You are right. I think what you are seeing is a side-effect of people not doing REST correctly. Or just not doing REST at all. Using REST is not a pre-requisite for a well-designed application; there is no rule that webapps have to be REST-ful.
On the other hand, for the error condition, sometimes apps want to return a 200 code but an error to represent a business logic failure. The HTTP error codes don't always match the semantics of application business errors.
You are mixing two different Layers here:
HTTP is for establishing (high-level) connections and transferring data. The HTTP status codes thus informs you if and how the connection was established or why it was not. On a successful connection the body of the HTTP request could then contain anything (e.g. XML, JSON, etc.), thus these status code have to define a general meaning. It does not inform you about the correctness or type (e.g. error message or data) of the response.

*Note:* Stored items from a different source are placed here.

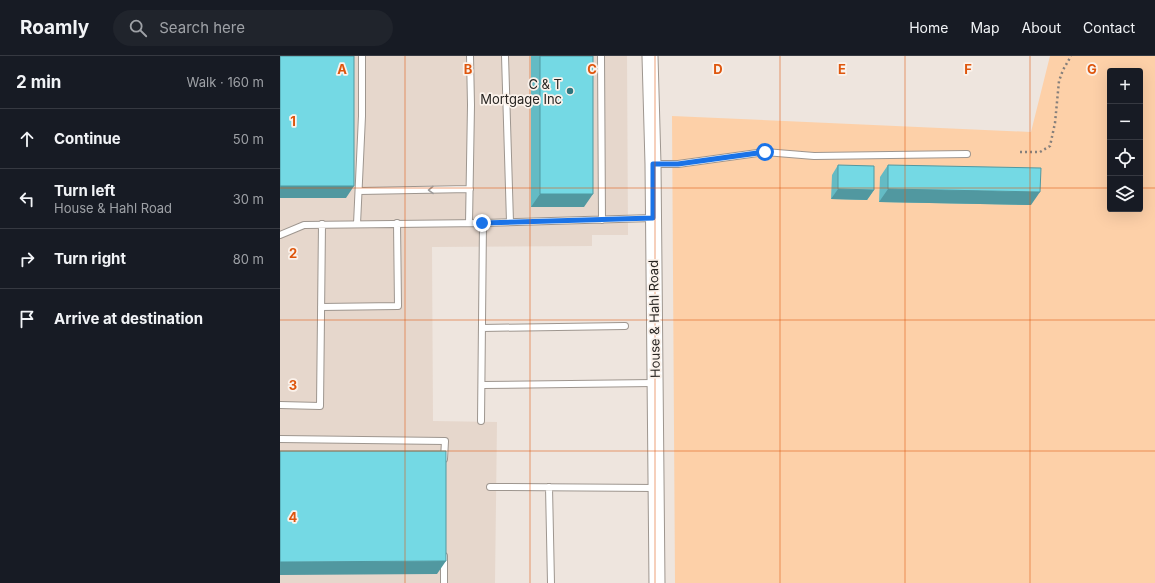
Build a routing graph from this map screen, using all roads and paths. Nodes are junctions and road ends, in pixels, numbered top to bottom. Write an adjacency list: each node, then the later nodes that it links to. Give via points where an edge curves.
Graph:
1 (362, 56): 11 (lane)
2 (470, 56): 10 (lane)
3 (505, 56): 14 (lane)
4 (601, 56): 13 (lane)
5 (650, 56): 9 (street, House & Hahl Road)
6 (1071, 56): 7 (path, via 1059,81 1050,146 1040,152)
7 (1020, 152)
8 (967, 154): 9 (lane, via 814,156 765,152 678,164)
9 (653, 164): 12 (street, House & Hahl Road)
10 (470, 189): 11 (lane, one-way to 11); 16 (lane)
11 (359, 191): 19 (lane)
12 (653, 218): 13 (lane); 24 (street, House & Hahl Road)
13 (602, 220): 14 (lane)
14 (510, 222): 17 (lane)
15 (397, 223): 16 (lane); 19 (lane); 21 (lane, via 398,306)
16 (469, 223): 17 (lane)
17 (482, 223): 23 (lane)
18 (322, 224): 19 (lane); 20 (lane, via 304,225); 21 (lane)
19 (357, 224)
20 (280, 234)
21 (321, 307): 26 (lane, via 320,406)
22 (625, 326): 23 (lane)
23 (482, 328): 25 (lane)
24 (655, 383): 25 (lane); 32 (street, House & Hahl Road)
25 (482, 384): 27 (lane)
26 (280, 405)
27 (481, 421)
28 (280, 439): 29 (lane, via 444,441)
29 (444, 465)
30 (490, 487): 31 (lane)
31 (549, 487): 32 (lane); 35 (lane)
32 (656, 488): 36 (street, House & Hahl Road)
33 (444, 552): 34 (lane)
34 (444, 583)
35 (551, 583)
36 (657, 583)

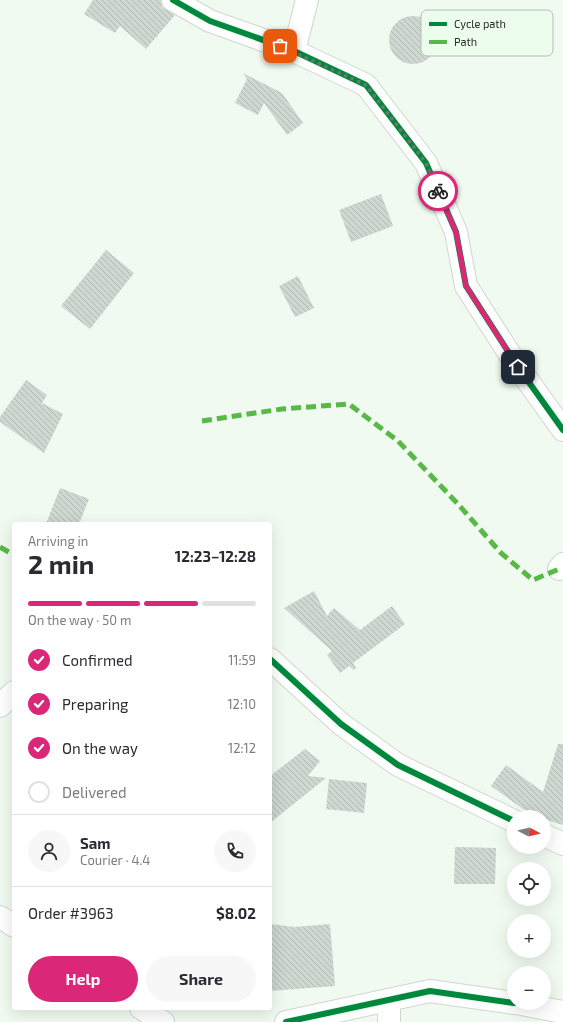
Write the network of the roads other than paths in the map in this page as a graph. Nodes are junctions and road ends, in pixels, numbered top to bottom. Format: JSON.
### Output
{"nodes":[{"id":1,"x":173,"y":0,"type":"edge"},
{"id":2,"x":306,"y":0,"type":"edge"},
{"id":3,"x":294,"y":51,"type":"junction"},
{"id":4,"x":563,"y":430,"type":"edge"},
{"id":5,"x":272,"y":660,"type":"edge"},
{"id":6,"x":12,"y":694,"type":"edge"},
{"id":7,"x":0,"y":706,"type":"edge"},
{"id":8,"x":507,"y":818,"type":"edge"},
{"id":9,"x":551,"y":838,"type":"edge"},
{"id":10,"x":563,"y":844,"type":"edge"},
{"id":11,"x":0,"y":917,"type":"edge"},
{"id":12,"x":12,"y":925,"type":"edge"},
{"id":13,"x":389,"y":1000,"type":"junction"},
{"id":14,"x":507,"y":1002,"type":"edge"},
{"id":15,"x":144,"y":1010,"type":"edge"},
{"id":16,"x":551,"y":1010,"type":"edge"},
{"id":17,"x":563,"y":1012,"type":"edge"},
{"id":18,"x":163,"y":1022,"type":"edge"},
{"id":19,"x":286,"y":1022,"type":"edge"},
{"id":20,"x":389,"y":1022,"type":"edge"}],
"edges":[{"from":1,"to":3,"type":"street"},
{"from":2,"to":3,"type":"street"},
{"from":3,"to":4,"type":"street"},
{"from":5,"to":8,"type":"street"},
{"from":6,"to":7,"type":"street"},
{"from":9,"to":10,"type":"street"},
{"from":11,"to":12,"type":"street"},
{"from":13,"to":14,"type":"street"},
{"from":13,"to":19,"type":"street"},
{"from":13,"to":20,"type":"street"},
{"from":15,"to":18,"type":"street"},
{"from":16,"to":17,"type":"street"}]}
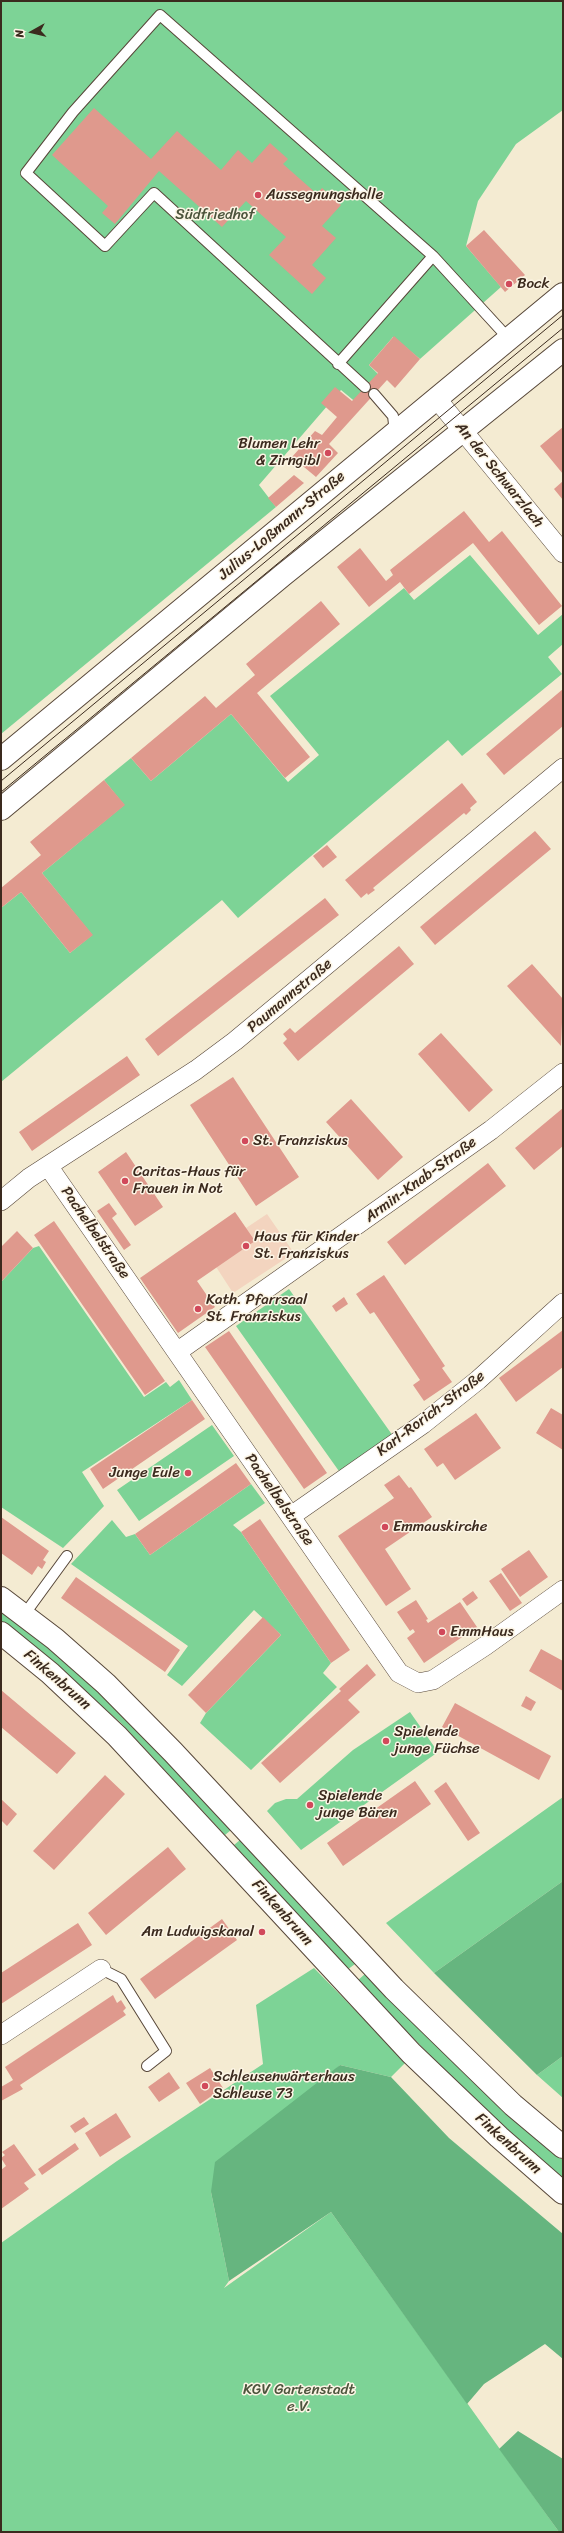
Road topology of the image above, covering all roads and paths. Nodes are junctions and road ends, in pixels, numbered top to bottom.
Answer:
1 (433, 256) junction
2 (563, 294) edge
3 (509, 339) junction
4 (563, 350) edge
5 (338, 364) junction
6 (365, 387) dead end
7 (374, 394) dead end
8 (436, 398) junction
9 (463, 431) junction
10 (395, 432) junction
11 (563, 553) edge
12 (1, 758) edge
13 (563, 768) edge
14 (1, 809) edge
15 (563, 1073) edge
16 (48, 1166) junction
17 (1, 1201) edge
18 (563, 1303) edge
19 (177, 1352) junction
20 (290, 1516) junction
21 (67, 1556) dead end
22 (563, 1590) edge
23 (1, 1598) edge
24 (24, 1615) junction
25 (1, 1633) edge
26 (101, 1969) joint
27 (1, 2035) edge
28 (147, 2066) dead end
29 (563, 2147) edge
30 (563, 2193) edge

1 - 3 lane
1 - 5 lane
1 - 5 lane
2 - 3 main road, Julius-Loßmann-Straße
3 - 8 main road, Julius-Loßmann-Straße
4 - 9 main road
5 - 6 lane
7 - 10 lane
8 - 9 street, An der Schwarzlach
8 - 10 main road, Julius-Loßmann-Straße
9 - 11 street, An der Schwarzlach
9 - 14 main road
10 - 12 main road, Julius-Loßmann-Straße
13 - 16 street, Paumannstraße
15 - 19 street, Armin-Knab-Straße
16 - 17 street, Paumannstraße
16 - 19 street, Pachelbelstraße
18 - 20 street, Karl-Rorich-Straße
19 - 20 street, Pachelbelstraße
20 - 22 street, Pachelbelstraße
21 - 24 lane
23 - 24 main road, Finkenbrunn
24 - 29 main road, Finkenbrunn
25 - 30 main road, Finkenbrunn
26 - 27 street
26 - 28 lane

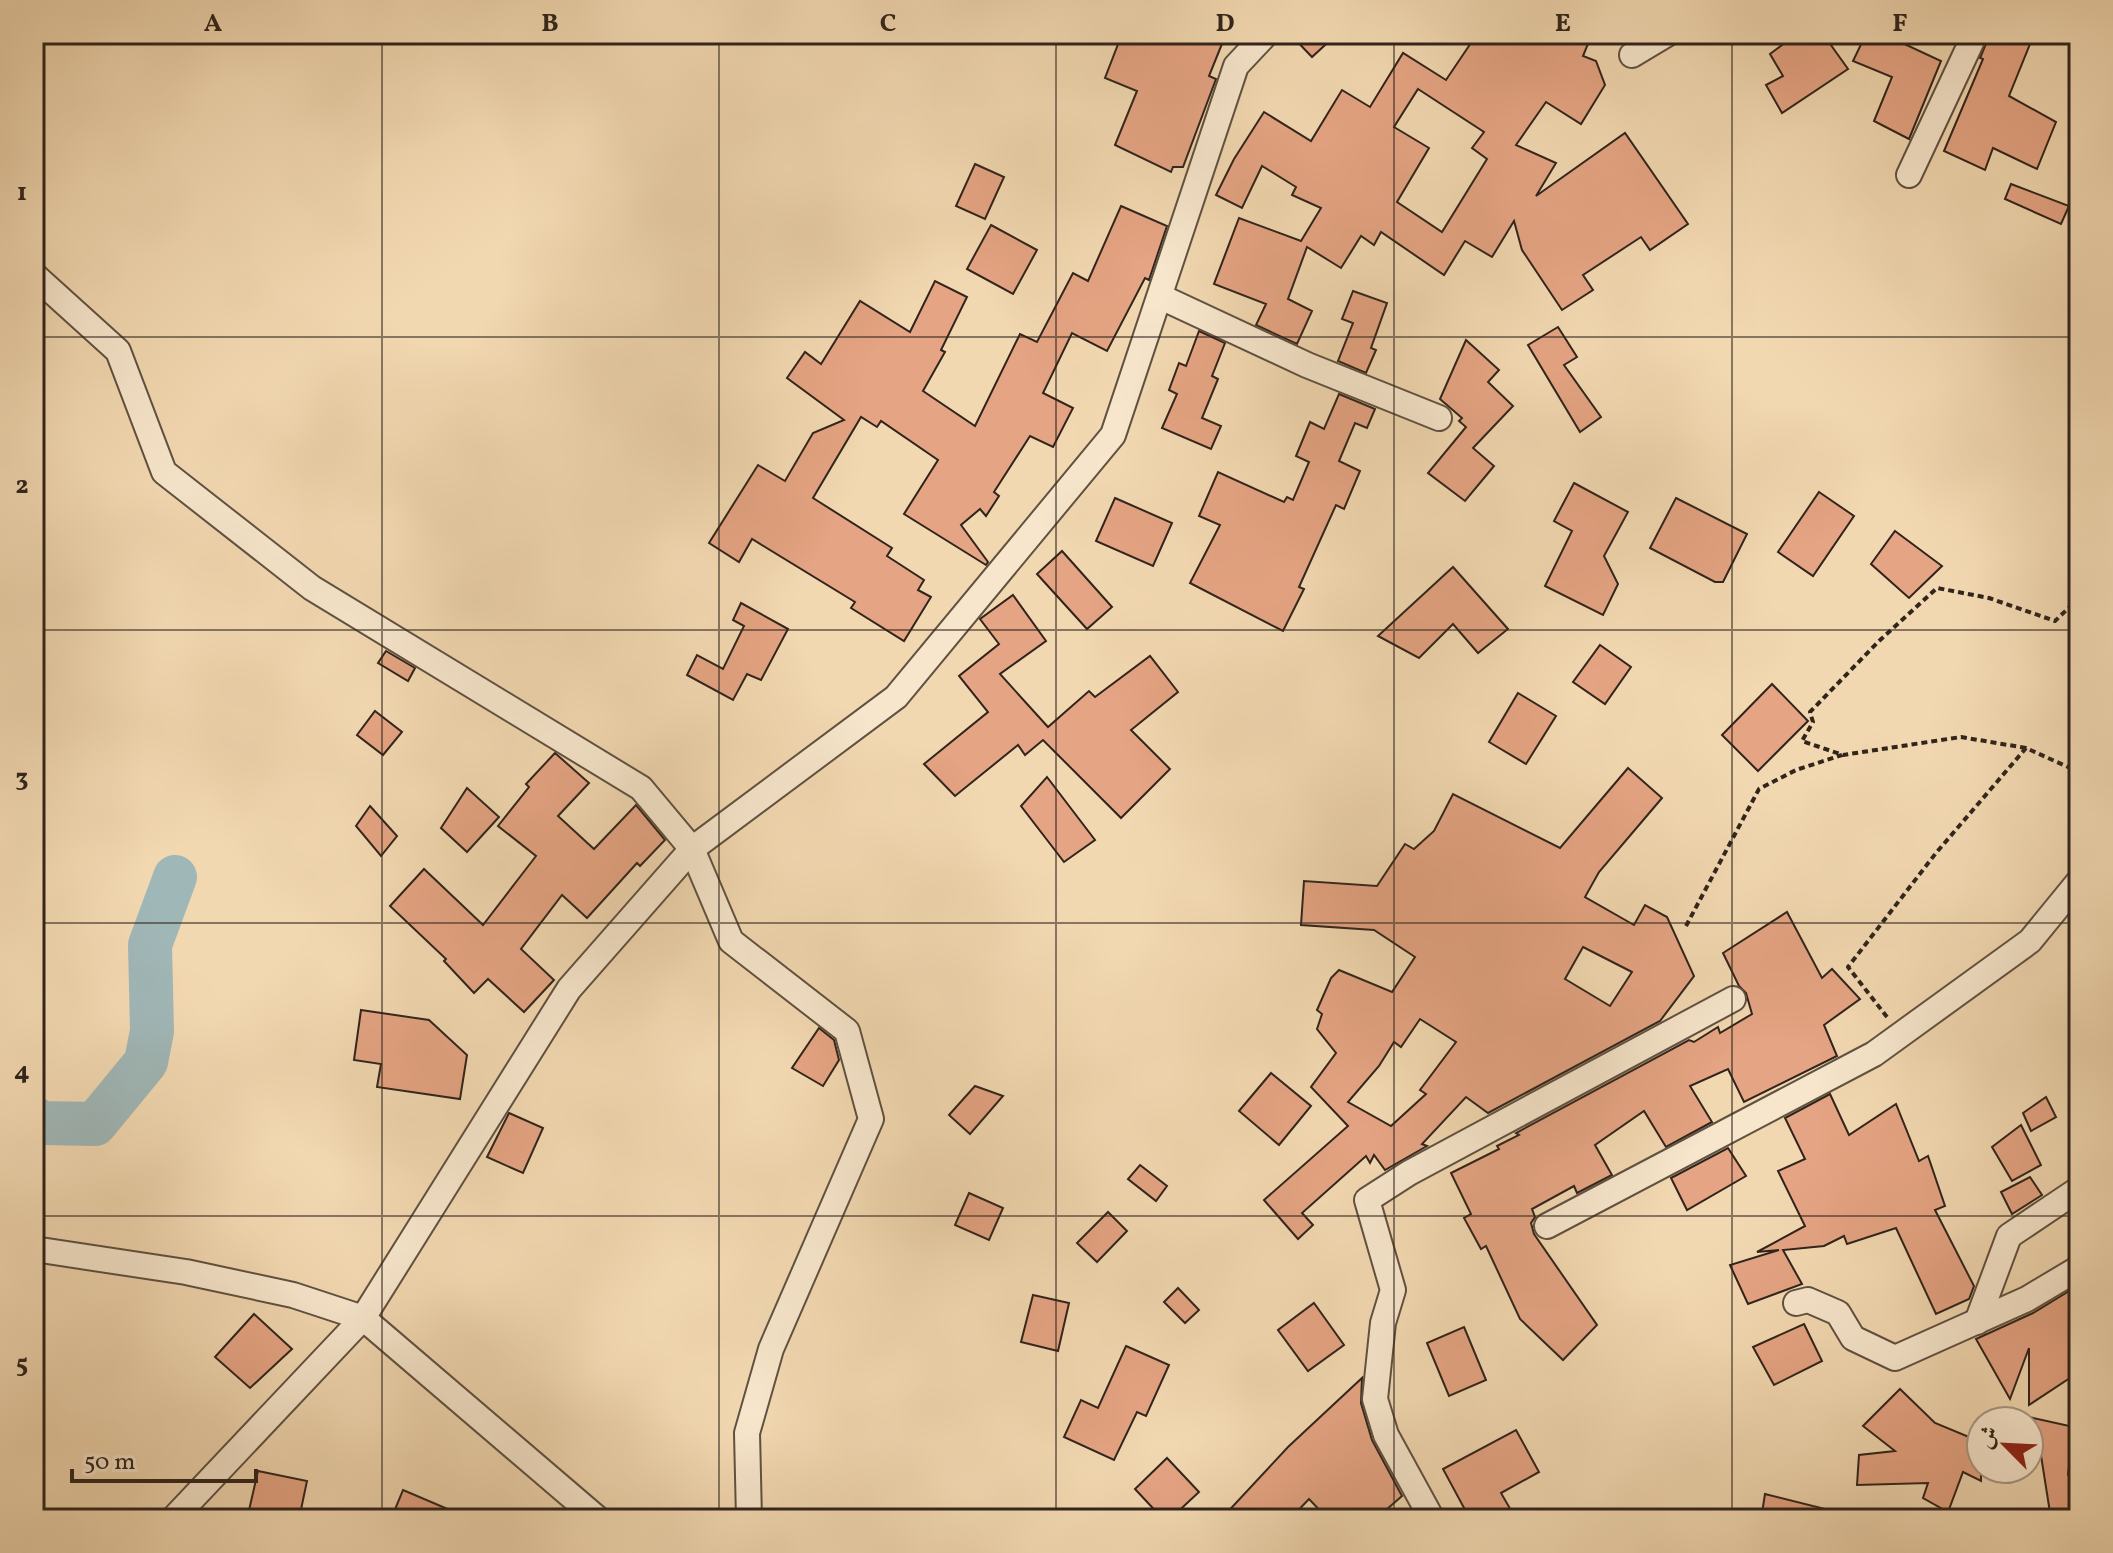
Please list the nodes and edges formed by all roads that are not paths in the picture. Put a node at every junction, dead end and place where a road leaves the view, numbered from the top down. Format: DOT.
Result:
graph roads {
  1 [pos="1667,34"];
  2 [pos="1975,34"];
  3 [pos="1255,39"];
  4 [pos="1632,55"];
  5 [pos="1909,175"];
  6 [pos="34,275"];
  7 [pos="1161,297"];
  8 [pos="1439,418"];
  9 [pos="692,849"];
  10 [pos="2079,881"];
  11 [pos="1733,999"];
  12 [pos="2079,1189"];
  13 [pos="1547,1226"];
  14 [pos="34,1249"];
  15 [pos="2079,1268"];
  16 [pos="1796,1303"];
  17 [pos="363,1318"];
  18 [pos="1977,1322"];
  19 [pos="173,1519"];
  20 [pos="598,1519"];
  21 [pos="749,1519"];
  22 [pos="1432,1519"];
  1 -- 4 [label="street"];
  2 -- 5 [label="street"];
  3 -- 7 [label="street"];
  6 -- 9 [label="street"];
  7 -- 8 [label="street"];
  7 -- 9 [label="street"];
  9 -- 17 [label="street"];
  9 -- 21 [label="street"];
  10 -- 13 [label="street"];
  11 -- 22 [label="street"];
  12 -- 18 [label="street"];
  14 -- 17 [label="street"];
  15 -- 18 [label="street"];
  16 -- 18 [label="street"];
  17 -- 19 [label="street"];
  17 -- 20 [label="street"];
}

When using JSON for interchanging data you could certainly omit the status property, however it is easier for you to parse the JSON, if you know if it includes the object you were requesting or an error message by just reading one property.
So, yes, it is perfectly normal to return a 200 status code and have a "status": "error" property in your JSON.
HTTP status codes can be caused by a lot of things, including load balancers, proxies, caches, firewalls, etc. None of these are going to modify your JSON output, unless they completely break it, which can also be treated as an error.
Bottom line: it's more reliable to do it via JSON.
What is the best practice with regard to sending error responses in a JSON web service? I have seen it done several ways and wanted to know whether there were any agreed-upon standards or best practices among the choices.
I've seen it done where the response includes indication of success or failure as well as the data to be returned or a suitable error message, e.g.
[{'success':true, 'data':{...}]
[{'success':false, 'data':{'message':'error'}]
But I've also seen examples where the JSON object only includes data, and the service uses the normal HTTP error codes to indicate a problem (403, 404, 500, etc). (This is how the Twitter API does it.)
Is there a "right" way to do this, or is it just a matter of style? Is the latter method more "RESTful?"
In a "RESTful" approach, the primary error response is indicated by an appropriate status code (4xx/5xx).
Your message should provide addtional, application-specific hints on how to recover from the error. This may include human-readable representations of the error that has occured or some kind of more technical indicator (i.e. providing an Exception class name).
For being generic, keep to a fix syntax for your error messages. This allows you to introduce new error messages withour breaking the clients.
Use the appropriate HTTP codes and put what you now call "data" as the body of the response. This is the only correcty RESTful way to make the API users aware of an error.
Just doing this will not make your API RESTful, but not doing it will surely make your API non RESTful.
An example of well-used HTTP status codes for errors is in the Dropbox v1 API reference, have a look at the "Errors" sections under each method, they explain which error codes you should expect and what is the associated meaning in that particular method.